Tuesday, February 6, 2007

Monson/Tillman

Or Tillman/Monson, which is the order I read these two new books in.



Lynne Tillman's latest AMERICAN GENIUS, A COMEDY is the kind of book I might not have given the same chance I gave it if it didn't have such great blurbs. Fuckin blurbs: I can be such a sucker. Anyhow, besides a very nice rambling iteration by George Saunders, another blurb inferred that this book (just less than 300 pages, each one dense, and sparing on breaks)
had an "encyclopedic" quality. I tend to love books described as "encyclopedic,"
though most often it's after the reading is over that the true love arrives. As in, the book itself is an experience of a sort, and work, which is not to say that this particular small hunk is unenjoyable. Quite the opposite.

AMERICAN GENIUS is basically a book where nothing happens. A women, institutionalized it seems by choice, rambles on and on, mostly about the scheduling and content of the three offered meals; the other folks who lived in the home with her; a cat her mother got rid of when she was a girl; and her skin. The prose of her day-to-day rambling is supplicated with all kinds of facts and tidbits that happen to find their way into her brain (the character is an avid reader, it seems, and has quite a memory for facts). Thus, amongst the rummage, we get long, well-parsed and wholly interesting facts about phobias, the Manson family, various phases of art history, and so on. The way the text inscribes these two methods of relaying information (the fictional vs the factual) comes together in a most pleasing way, so that you do actually get so immersed in the narrator's brain, if you allow it, that you may find yourself having read for pages and pages without realizing it. It's a feel akin to what I'm getting now while reading W.G. Sebald's THE RINGS OF SATURN, which is turning out to be a high compliment indeed.
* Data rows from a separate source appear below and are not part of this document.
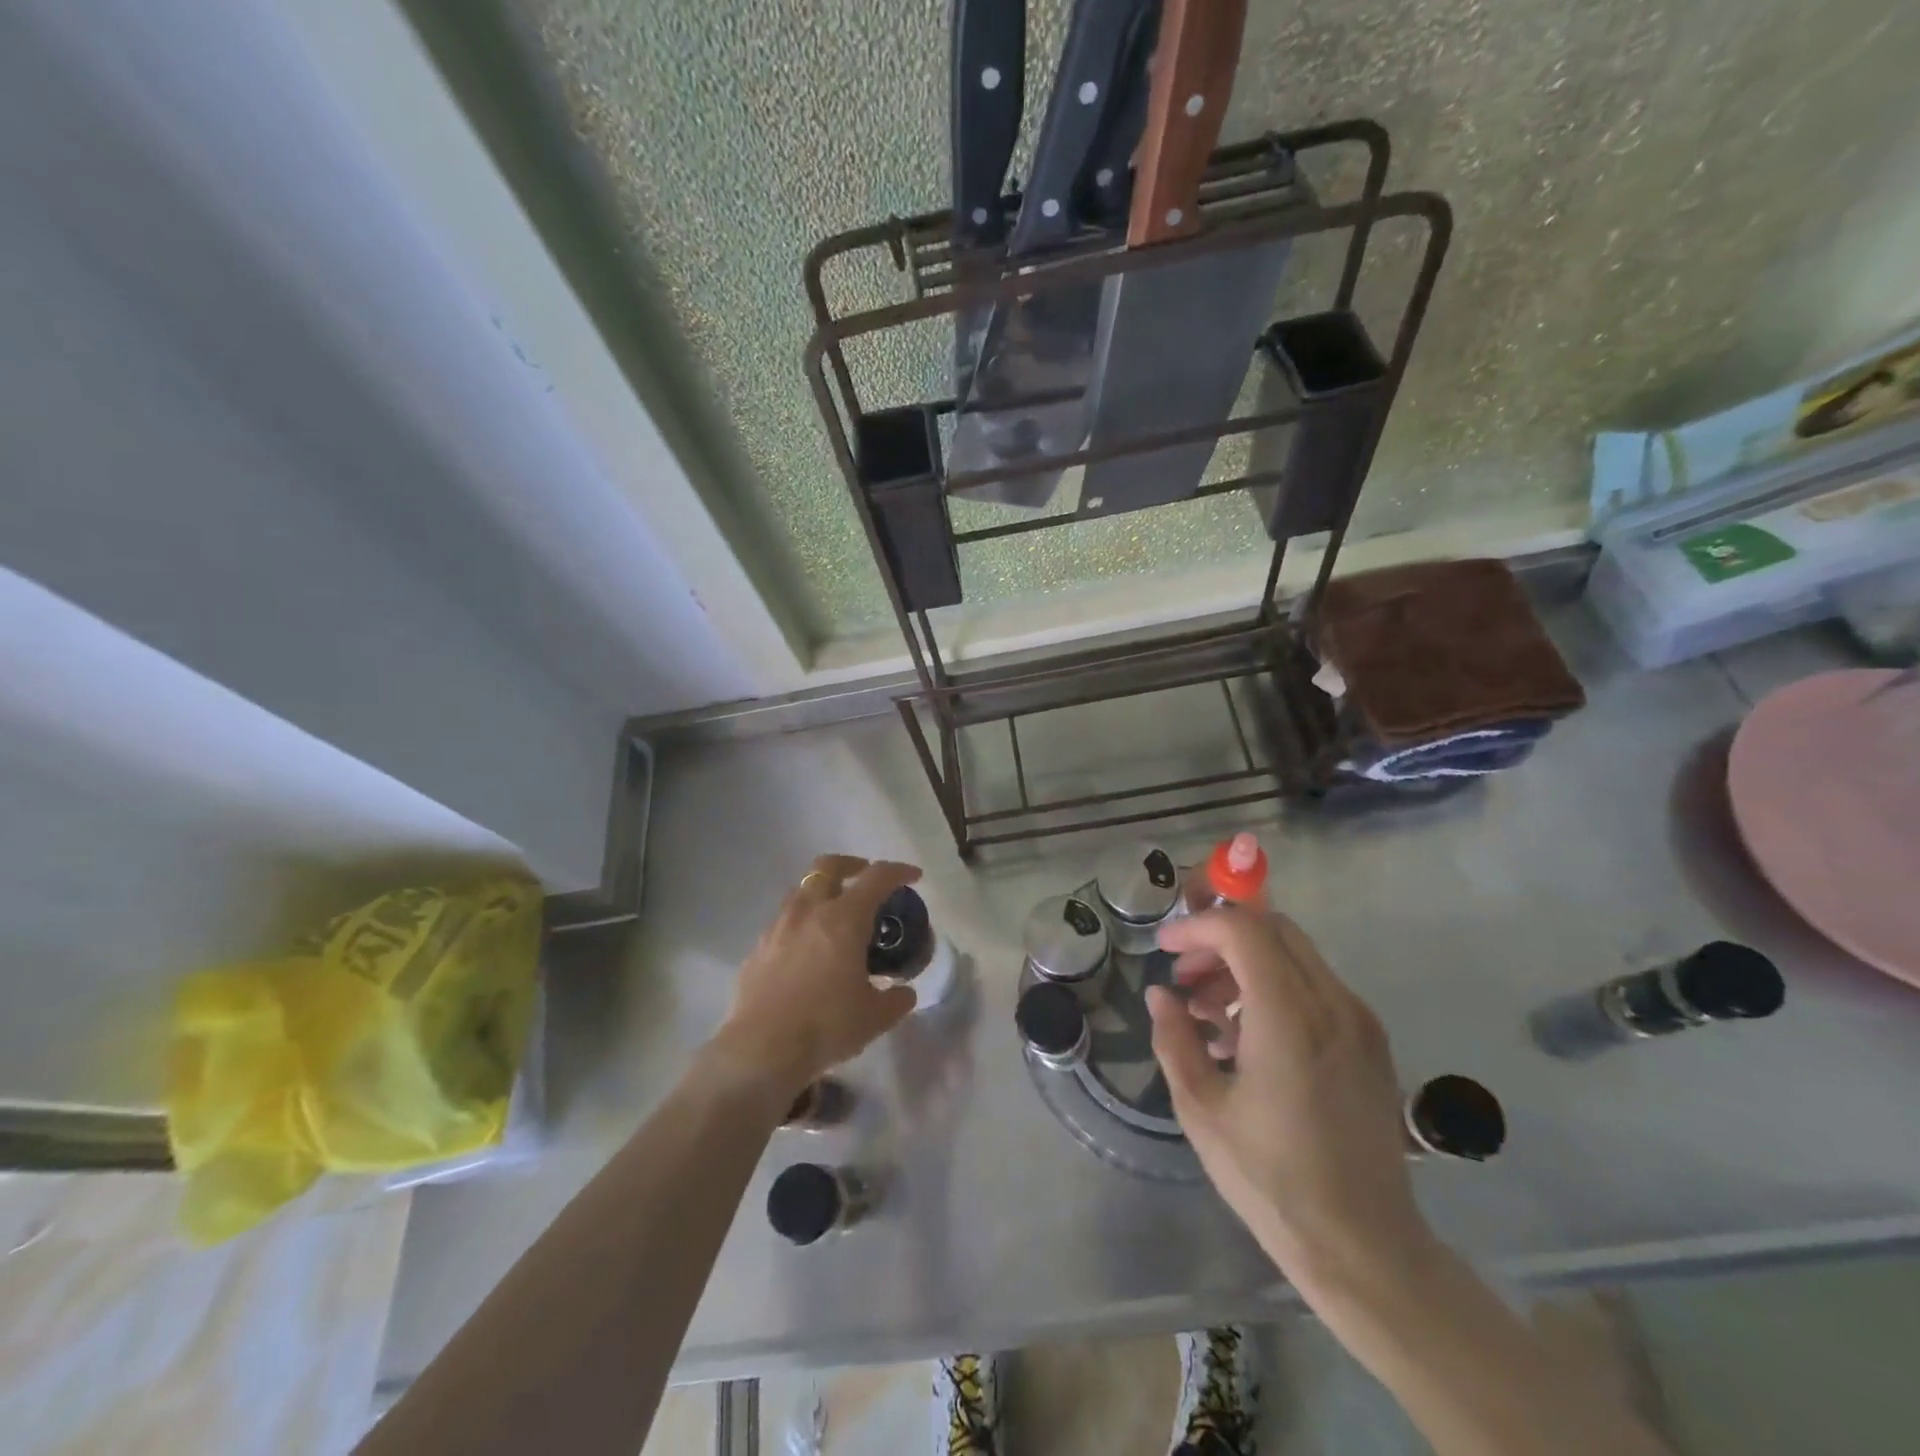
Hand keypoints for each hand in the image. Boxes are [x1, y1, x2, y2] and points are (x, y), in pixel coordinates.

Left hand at [712, 855, 920, 1097]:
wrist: (761, 1050)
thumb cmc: (826, 1025)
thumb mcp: (875, 1016)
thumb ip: (895, 999)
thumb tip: (904, 992)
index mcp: (844, 918)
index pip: (877, 878)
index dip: (898, 872)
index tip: (913, 877)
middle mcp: (809, 911)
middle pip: (828, 866)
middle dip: (851, 865)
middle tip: (865, 878)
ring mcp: (778, 927)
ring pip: (801, 891)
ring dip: (822, 893)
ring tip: (836, 917)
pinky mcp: (757, 949)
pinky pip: (783, 922)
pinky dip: (801, 924)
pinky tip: (808, 951)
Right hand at [1147, 908, 1437, 1297]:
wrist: (1364, 1247)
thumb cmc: (1272, 1179)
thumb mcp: (1202, 1109)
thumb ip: (1175, 1040)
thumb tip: (1161, 995)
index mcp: (1289, 1017)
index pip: (1243, 930)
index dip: (1197, 927)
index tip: (1164, 947)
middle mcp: (1333, 1004)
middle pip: (1273, 929)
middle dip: (1220, 938)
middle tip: (1185, 976)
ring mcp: (1359, 1022)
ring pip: (1295, 955)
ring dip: (1246, 963)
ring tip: (1208, 1011)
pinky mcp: (1370, 1043)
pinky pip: (1316, 987)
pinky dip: (1274, 988)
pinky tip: (1246, 1036)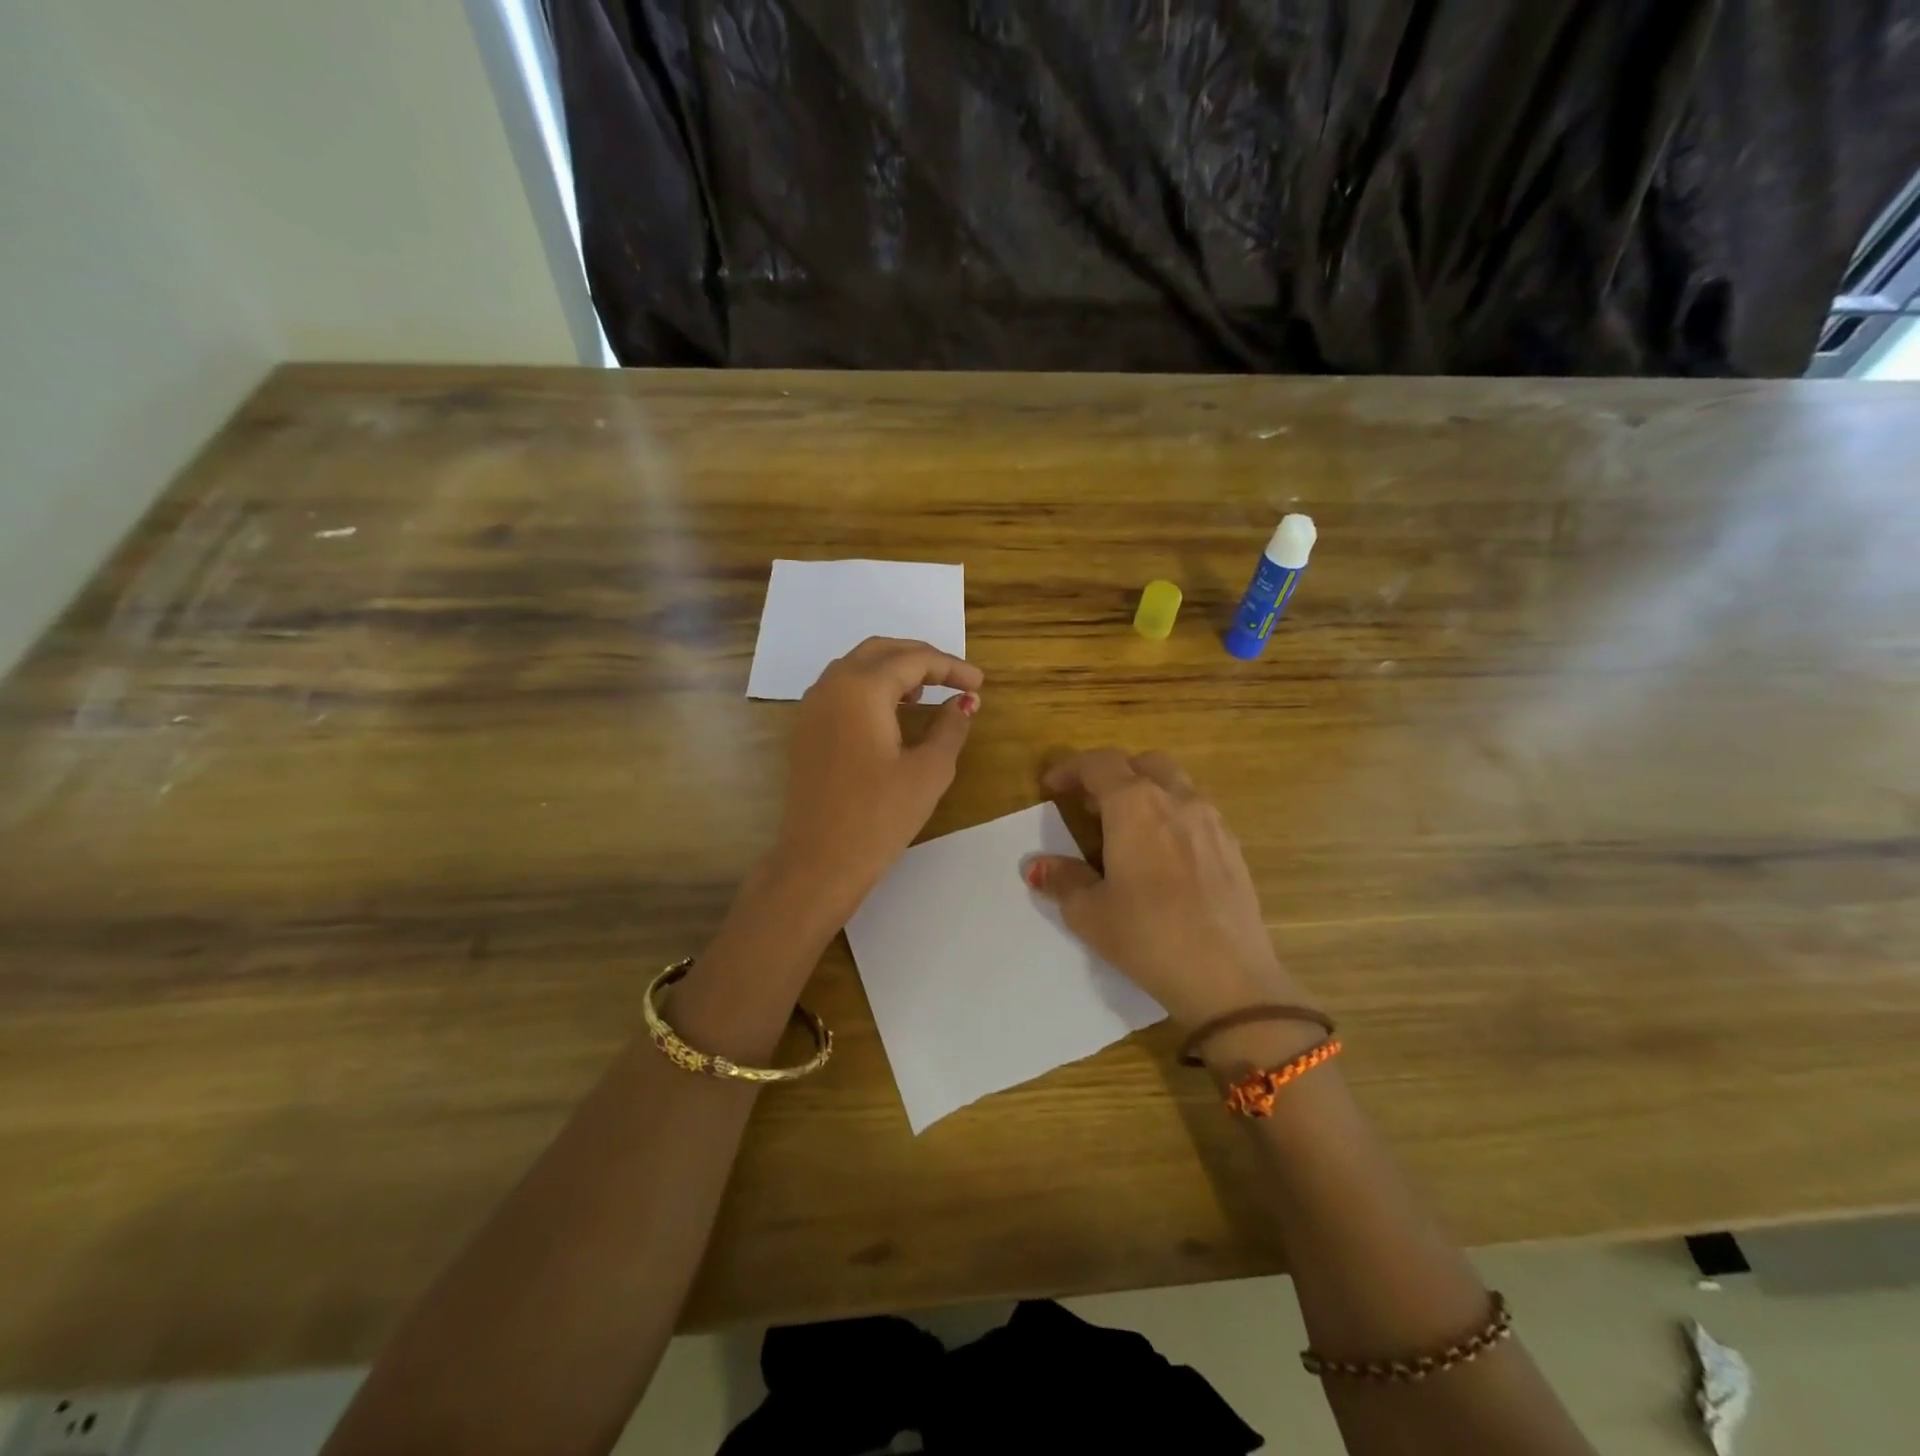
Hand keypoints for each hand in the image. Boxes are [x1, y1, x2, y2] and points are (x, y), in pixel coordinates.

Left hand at [768, 637, 983, 921]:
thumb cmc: (879, 817)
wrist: (818, 861)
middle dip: (920, 658)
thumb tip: (965, 702)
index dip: (951, 668)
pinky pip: (840, 689)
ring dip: (893, 670)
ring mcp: (811, 707)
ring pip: (856, 667)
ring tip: (925, 694)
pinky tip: (891, 714)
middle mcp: (831, 685)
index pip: (913, 660)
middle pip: (880, 651)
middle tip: (954, 679)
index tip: (979, 683)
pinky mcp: (805, 729)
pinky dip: (870, 688)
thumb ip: (951, 727)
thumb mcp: (929, 771)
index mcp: (862, 689)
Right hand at [1026, 748, 1303, 1027]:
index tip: (1051, 787)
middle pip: (1142, 763)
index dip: (1070, 769)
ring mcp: (1211, 821)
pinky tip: (1163, 854)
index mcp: (1136, 805)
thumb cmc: (1148, 936)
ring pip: (1175, 783)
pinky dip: (1172, 815)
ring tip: (1126, 828)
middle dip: (1112, 774)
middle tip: (1090, 806)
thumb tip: (1037, 866)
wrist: (1228, 977)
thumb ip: (1063, 880)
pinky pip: (1196, 812)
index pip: (1099, 764)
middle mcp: (1177, 799)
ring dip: (1145, 791)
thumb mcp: (1090, 912)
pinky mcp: (1233, 847)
After (or during, rather, it was nice to be able to switch back a forth, a thing I don't often do) this I got into Ander Monson's new collection of essays NECK DEEP and Other Predicaments, which I'd been looking forward to ever since its upcoming publication was announced right around the time I read his fiction collection, OTHER ELECTRICITIES. I blasted through these essays pretty much in one night, reading three of the more experimental essays (one follows the form of the Harvard outline, another attempts to mimic snow on the page in an essay about snow) while riding a stationary exercise bicycle in my apartments' gym. The feeling of performing manual labor while reading such well-honed decisive prose (which is not to discredit Monson's excellent sense of playfulness, mixing his poetic tendencies along with a very easy to enjoy sense of talking to you) was nice. It made the time go by quickly and during I was so attenuated to the words that I didn't realize I was "working out."
Is that still working out then? I'm not sure.
Anyhow, I finished two other essays (one mostly about baths, and another about car washes) while in the bathtub. I got some quasi-DFW moments, particularly during an essay about riding on a boat (which seemed desperately to mimic Wallace's A SUPPOSEDLY FUN THING.. at times, though not to his detriment). I connected with a lot of what he was saying, and was impressed with the way he said it, and overall I would recommend the book to anyone who enjoys creative essaying. I'm tired and I'm done talking about this right now.



I'm not sure who I'm talking to here though I'm pretty sure it's myself.